Saved entries:
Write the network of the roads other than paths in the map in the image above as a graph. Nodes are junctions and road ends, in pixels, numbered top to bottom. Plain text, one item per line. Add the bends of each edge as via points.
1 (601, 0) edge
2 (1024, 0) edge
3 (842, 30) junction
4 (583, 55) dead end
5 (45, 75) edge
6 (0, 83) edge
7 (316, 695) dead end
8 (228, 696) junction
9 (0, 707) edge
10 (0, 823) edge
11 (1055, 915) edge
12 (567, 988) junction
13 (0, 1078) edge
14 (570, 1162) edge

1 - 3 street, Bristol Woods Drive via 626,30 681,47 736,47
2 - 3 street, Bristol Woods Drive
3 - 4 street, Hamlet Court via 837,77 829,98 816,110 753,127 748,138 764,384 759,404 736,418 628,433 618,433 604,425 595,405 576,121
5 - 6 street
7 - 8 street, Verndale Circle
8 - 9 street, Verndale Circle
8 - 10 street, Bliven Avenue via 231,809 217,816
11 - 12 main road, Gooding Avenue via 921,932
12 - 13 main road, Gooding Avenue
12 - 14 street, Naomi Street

*YOUR OBJECTIVE*
Would you write out all of the data again, unchanged?

*EXERCISE RESULT*
Write the network of the roads other than paths in the map in the image above as a graph. Nodes are junctions and road ends, in pixels, numbered top to bottom. Plain text, one item per line. Add the bends of each edge as via points.
1 (601, 0) edge
2 (1024, 0) edge
3 (842, 30) junction
4 (583, 55) dead end
5 (45, 75) edge
6 (0, 83) edge
7 (316, 695) dead end
8 (228, 696) junction
9 (0, 707) edge
10 (0, 823) edge
11 (1055, 915) edge
12 (567, 988) junction
13 (0, 1078) edge
14 (570, 1162) edge

1 - 3 street, Bristol Woods Drive via 626,30 681,47 736,47
2 - 3 street, Bristol Woods Drive
3 - 4 street, Hamlet Court via 837,77 829,98 816,110 753,127 748,138 764,384 759,404 736,418 628,433 618,433 604,425 595,405 576,121
5 - 6 street
7 - 8 street, Verndale Circle
8 - 9 street, Verndale Circle
8 - 10 street, Bliven Avenue via 231,809 217,816
11 - 12 main road, Gooding Avenue via 921,932
12 - 13 main road, Gooding Avenue
12 - 14 street, Naomi Street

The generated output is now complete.